# Mass building diet



## tbone2213 (May 20, 2014)

Not looking to cut at all right now but also not looking to spend tons of money food either. Would like a cheaper meal plan that will help me with bulking up. If anyone knows of anything i could look at or would just like to give me a diet plan that would be great. Thanks all.


----------



## Pinkbear (May 20, 2014)

Ground beef and brown rice and a glass of milk 4-6 times a day


----------



## Azog (May 20, 2014)

Rice, oatmeal, potatoes, eggs, ground beef and chicken thighs are all cheap. Snag some frozen veggies when they are on sale, too.


----------



## don draco (May 21, 2014)

Some foods to consider (including those already mentioned).. 

Rice, potatoes, sweet potatoes, oats, lentils, ground beef, steak, chicken, tilapia, salmon, eggs, greek yogurt, whole milk, olive oil, coconut oil, natural peanut/almond butter, bananas ( & other fruits.. I prefer them pre / post w/o ), vegetables, etc.  

I try to have almost all of the above in my household at all times.


----------



## losieloos (May 21, 2014)

McDonald's dollar menu bro.


----------



## RJ (May 21, 2014)

Lean meat of any kind. White rice. Red kidney beans. Awesome. Cheap. Gets you big.

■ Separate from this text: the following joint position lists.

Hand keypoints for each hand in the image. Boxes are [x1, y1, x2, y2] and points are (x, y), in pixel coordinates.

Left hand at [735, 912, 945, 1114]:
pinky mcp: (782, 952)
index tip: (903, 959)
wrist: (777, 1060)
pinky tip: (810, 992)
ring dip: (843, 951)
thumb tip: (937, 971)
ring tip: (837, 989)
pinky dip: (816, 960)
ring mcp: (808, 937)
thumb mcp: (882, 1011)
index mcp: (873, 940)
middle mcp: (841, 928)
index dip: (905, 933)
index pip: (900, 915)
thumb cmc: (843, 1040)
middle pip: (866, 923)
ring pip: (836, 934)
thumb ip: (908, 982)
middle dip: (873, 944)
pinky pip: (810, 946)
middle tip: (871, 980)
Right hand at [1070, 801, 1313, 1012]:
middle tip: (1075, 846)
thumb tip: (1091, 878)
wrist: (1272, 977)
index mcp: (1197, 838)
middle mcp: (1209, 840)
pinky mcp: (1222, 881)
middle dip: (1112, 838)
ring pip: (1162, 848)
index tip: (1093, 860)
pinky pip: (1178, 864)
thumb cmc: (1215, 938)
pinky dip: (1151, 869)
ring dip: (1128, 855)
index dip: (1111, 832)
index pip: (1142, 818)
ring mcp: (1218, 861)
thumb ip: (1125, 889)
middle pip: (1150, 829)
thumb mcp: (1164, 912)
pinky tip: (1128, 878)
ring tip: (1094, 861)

Don't forget to lift heavy.


----------



## DieYoungStrong (May 21, 2014)

Get a rotisserie chicken at the supermarket and eat one everyday. Wash it down with a couple double cheeseburgers.


----------



## JAXNY (May 21, 2014)

The Ethiopians have a cheap diet plan.


----------



## mistah187 (May 21, 2014)

I put this in a thread the other day but , look up big on a budget on you tube. It has two versions one with the ox and then some other dude. Great general starting place to get big on 50 bux a week which is dirt cheap.


----------



## mistah187 (May 21, 2014)

http://m.youtube.com/watch?v=MNctsEFp7Zs


----------



## mistah187 (May 21, 2014)

http://m.youtube.com/watch?v=-8pC1l_FegM


----------



## Seeker (May 21, 2014)

Squats and milk.


----------



## ezy424 (May 21, 2014)

Eat eat eat eat eat every ting burger pizza and  every ting ealse


----------



## powermaster (May 21, 2014)

I was told to eat eat eat not to worry about counting calories . It worked for me


----------